Examples 7-13 and Comparative Example 5

(41) In vitro hemolysis was tested in blood samples incubated at room temperature (22° C.-25° C.) by determining the free plasma hemoglobin concentration (g/L) over time (0-50 hours), wherein blood samples were mixed with different compositions.

Example 7

(42) Whole blood was added to 2-deoxy-D-glucose, sodium iodoacetate, sodium oxamate and K.sub.3EDTA.

Example 8

(43) Whole blood was added to 2-deoxy-D-glucose, ammonium salt of iodoacetic acid, sodium oxamate and K.sub.3EDTA.

Example 9

(44) Whole blood was added to 2-deoxy-D-glucose, sodium iodoacetate, ammonium salt of oxamic acid and K.sub.3EDTA.

Example 10

(45) Whole blood was added to 2-deoxy-D-glucose, sodium iodoacetate, sodium oxamate, K.sub.3EDTA and tetraethylammonium chloride.

Example 11

(46) Whole blood was added to 2-deoxy-D-glucose, sodium iodoacetate, sodium oxamate, K.sub.3EDTA and tetramethylammonium fluoride.

Example 12

(47) Whole blood was added to 2-deoxy-D-glucose, sodium iodoacetate, sodium oxamate, K.sub.3EDTA and tetramethylammonium chloride.

Example 13

(48) Whole blood was added to 2-deoxy-D-glucose, sodium iodoacetate, sodium oxamate, K.sub.3EDTA and ammonium chloride.

Comparative Example 5

(49) Whole blood was added to K.sub.3EDTA.

(50) The concentrations of antiglycolytic agents in the mixtures were 0.1-4 mg/mL blood. In the cases of Examples 10-13, 0.5-1 μmol of the respective ammonium salts per mL blood were added to the mixture.

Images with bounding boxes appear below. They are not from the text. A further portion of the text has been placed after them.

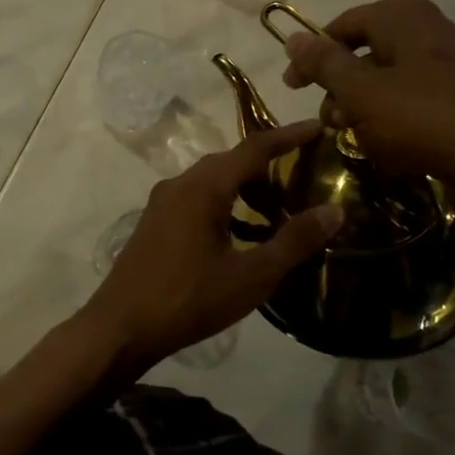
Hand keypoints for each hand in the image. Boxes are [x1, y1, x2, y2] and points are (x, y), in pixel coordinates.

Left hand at [85, 121, 342, 374]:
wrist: (121, 327)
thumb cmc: (188, 300)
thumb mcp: (251, 276)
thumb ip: (294, 241)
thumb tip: (334, 211)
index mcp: (203, 187)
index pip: (253, 148)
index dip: (288, 135)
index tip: (318, 127)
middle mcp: (180, 184)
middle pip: (231, 162)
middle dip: (269, 164)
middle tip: (305, 174)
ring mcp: (163, 203)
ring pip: (212, 181)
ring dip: (246, 188)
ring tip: (279, 209)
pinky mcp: (155, 222)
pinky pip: (197, 198)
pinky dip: (226, 205)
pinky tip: (242, 234)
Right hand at [280, 0, 454, 216]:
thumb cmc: (424, 118)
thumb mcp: (361, 91)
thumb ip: (324, 64)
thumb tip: (291, 36)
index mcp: (403, 18)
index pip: (344, 25)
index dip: (313, 55)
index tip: (292, 87)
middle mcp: (429, 32)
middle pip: (367, 55)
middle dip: (341, 90)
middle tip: (330, 122)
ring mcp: (451, 67)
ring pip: (390, 84)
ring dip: (365, 112)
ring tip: (359, 142)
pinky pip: (416, 106)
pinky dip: (395, 125)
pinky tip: (393, 152)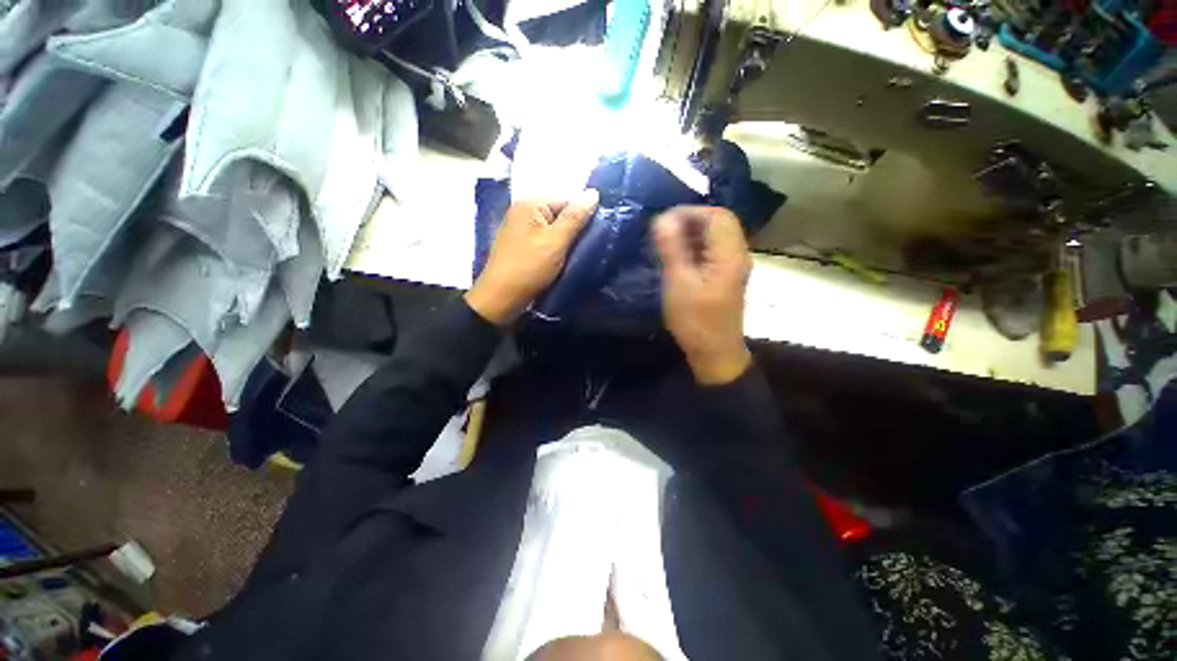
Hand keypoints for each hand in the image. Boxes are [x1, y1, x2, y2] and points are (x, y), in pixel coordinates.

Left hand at [465, 191, 599, 324]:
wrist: (501, 298)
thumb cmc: (529, 267)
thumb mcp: (556, 242)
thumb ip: (575, 218)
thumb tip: (593, 193)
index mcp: (530, 204)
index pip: (567, 199)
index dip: (583, 216)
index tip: (594, 236)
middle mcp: (523, 211)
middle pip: (559, 213)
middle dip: (574, 229)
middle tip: (586, 247)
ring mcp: (520, 229)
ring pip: (553, 229)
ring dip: (566, 241)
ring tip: (576, 255)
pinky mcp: (521, 245)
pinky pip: (544, 240)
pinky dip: (555, 248)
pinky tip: (562, 260)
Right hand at [653, 206, 752, 384]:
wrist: (715, 353)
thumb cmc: (695, 321)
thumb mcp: (678, 283)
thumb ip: (672, 249)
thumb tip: (662, 218)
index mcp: (729, 255)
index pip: (717, 215)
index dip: (690, 212)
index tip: (664, 221)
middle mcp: (737, 255)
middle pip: (719, 223)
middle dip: (690, 220)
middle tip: (663, 231)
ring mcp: (734, 266)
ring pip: (716, 236)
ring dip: (692, 233)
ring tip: (667, 242)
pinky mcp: (727, 277)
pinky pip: (713, 251)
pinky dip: (696, 246)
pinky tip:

(51) TABLE-US-00010 TABLE 10 Free plasma hemoglobin concentration (g/L) time intervals (hours) 0 1.5 3.5 50 Comparative 0.290 0.290 0.300 0.370 Example 5 Example 7 0.270 0.275 0.290 0.330 Example 8 0.200 0.210 0.210 0.210 Example 9 0.245 0.250 0.250 0.250 Example 10 0.150 0.150 0.154 0.160 Example 11 0.220 0.220 0.230 0.232 Example 12 0.280 0.280 0.280 0.280 Example 13 0.290 0.290 0.290 0.290

(52) Comparative Example 5 shows that when whole blood is mixed with only K.sub.3EDTA, over time a significant degree of hemolysis occurs, as seen in the increase of the free plasma hemoglobin concentration at 3.5 hours and especially at 50 hours.

(53) In Example 7, which does not contain any ammonium salt, hemolysis is also observed, but to a lesser extent at 50 hours compared to Comparative Example 5.

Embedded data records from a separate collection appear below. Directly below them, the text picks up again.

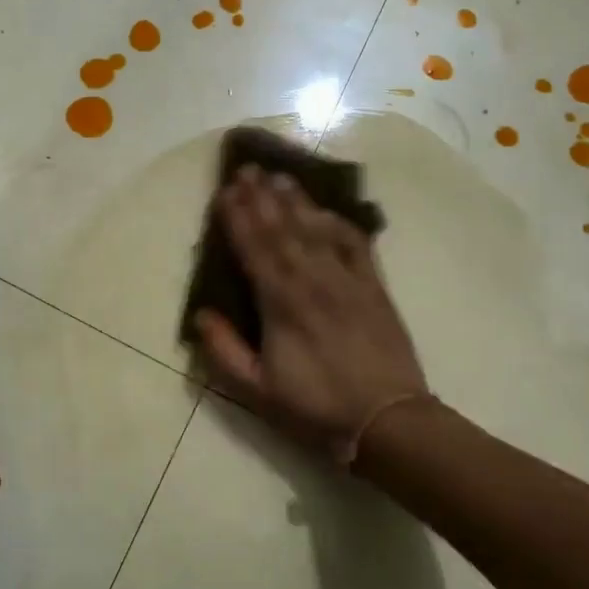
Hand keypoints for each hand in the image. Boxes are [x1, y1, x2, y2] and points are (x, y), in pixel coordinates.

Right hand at [194, 166, 429, 459]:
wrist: (388, 420)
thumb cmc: (316, 408)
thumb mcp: (258, 391)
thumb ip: (225, 351)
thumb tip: (201, 314)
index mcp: (281, 304)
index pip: (254, 249)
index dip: (237, 218)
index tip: (224, 191)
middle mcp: (312, 281)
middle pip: (282, 229)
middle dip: (261, 197)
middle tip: (247, 168)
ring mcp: (347, 280)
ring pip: (316, 229)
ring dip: (295, 201)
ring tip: (279, 176)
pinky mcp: (374, 286)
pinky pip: (355, 244)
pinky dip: (339, 223)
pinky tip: (326, 210)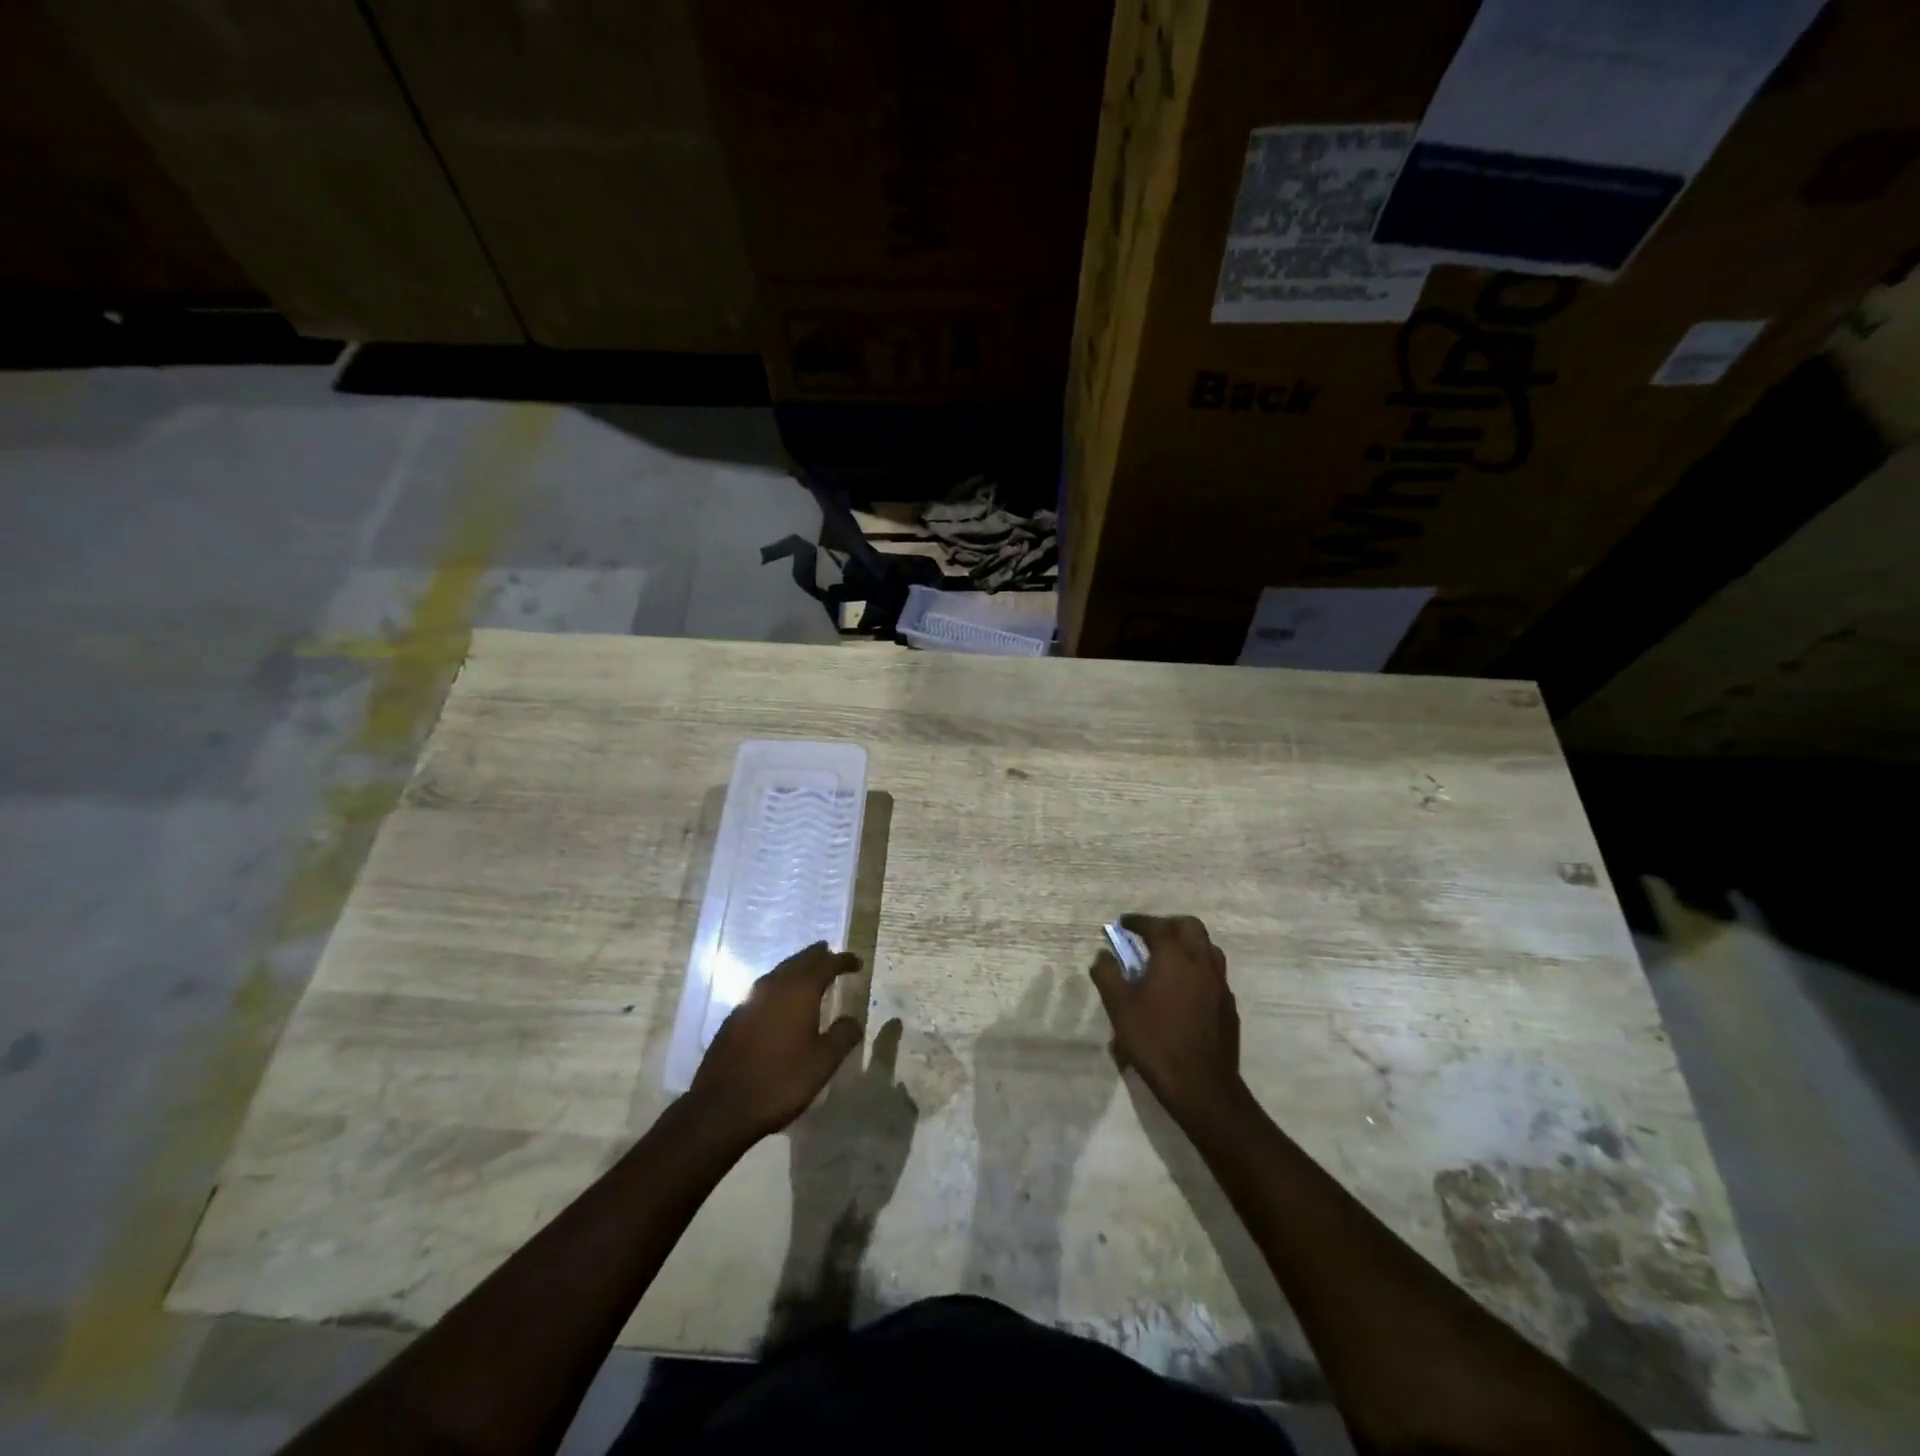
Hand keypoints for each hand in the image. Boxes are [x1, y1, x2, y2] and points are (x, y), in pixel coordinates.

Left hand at [689, 942, 863, 1141]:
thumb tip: (853, 1019)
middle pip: (799, 961)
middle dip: (817, 957)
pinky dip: (779, 986)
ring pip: (779, 973)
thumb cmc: (780, 1081)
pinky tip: (780, 1001)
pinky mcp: (734, 1017)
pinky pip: (763, 989)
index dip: (842, 960)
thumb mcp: (822, 1063)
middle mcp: (774, 986)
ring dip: (796, 969)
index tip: (856, 962)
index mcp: (799, 991)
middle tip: (830, 953)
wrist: (722, 1107)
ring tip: (808, 972)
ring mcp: (750, 1000)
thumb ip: (842, 1036)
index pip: (825, 964)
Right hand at [1090, 914, 1247, 1126]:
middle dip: (1167, 925)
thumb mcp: (1119, 1007)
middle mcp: (1201, 961)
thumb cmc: (1156, 1041)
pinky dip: (1197, 967)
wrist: (1202, 1086)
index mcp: (1175, 956)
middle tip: (1147, 936)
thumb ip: (1108, 974)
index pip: (1156, 926)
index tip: (1123, 923)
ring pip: (1207, 948)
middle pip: (1189, 926)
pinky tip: (1183, 988)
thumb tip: (1104, 955)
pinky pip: (1213, 972)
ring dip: (1186, 944)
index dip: (1138, 921)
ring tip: (1166, 958)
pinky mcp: (1228, 1004)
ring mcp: (1219, 983)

(54) Examples 8-9 demonstrate that when the combination of antiglycolytic agents comprises salts, hemolysis can unexpectedly and advantageously be significantly inhibited by providing at least one salt of said agents as an ammonium salt.

(55) Surprisingly, hemolysis can also be efficiently and effectively inhibited by adding to the composition as a further component an ammonium salt, as shown in Examples 10-13.

(56) Therefore, the provision of an ammonium salt, as one or more of the antiglycolytic agents according to the invention and/or as a further additive, provides significant further benefits. One and/or more of glucose, lactate and homocysteine, preferably all, in the blood sample is (are) stabilized, while furthermore the inhibition of hemolysis can be significantly enhanced. This particularly advantageous stabilization and preservation of the blood samples in turn can facilitate an improved determination of blood components and reliable diagnostics.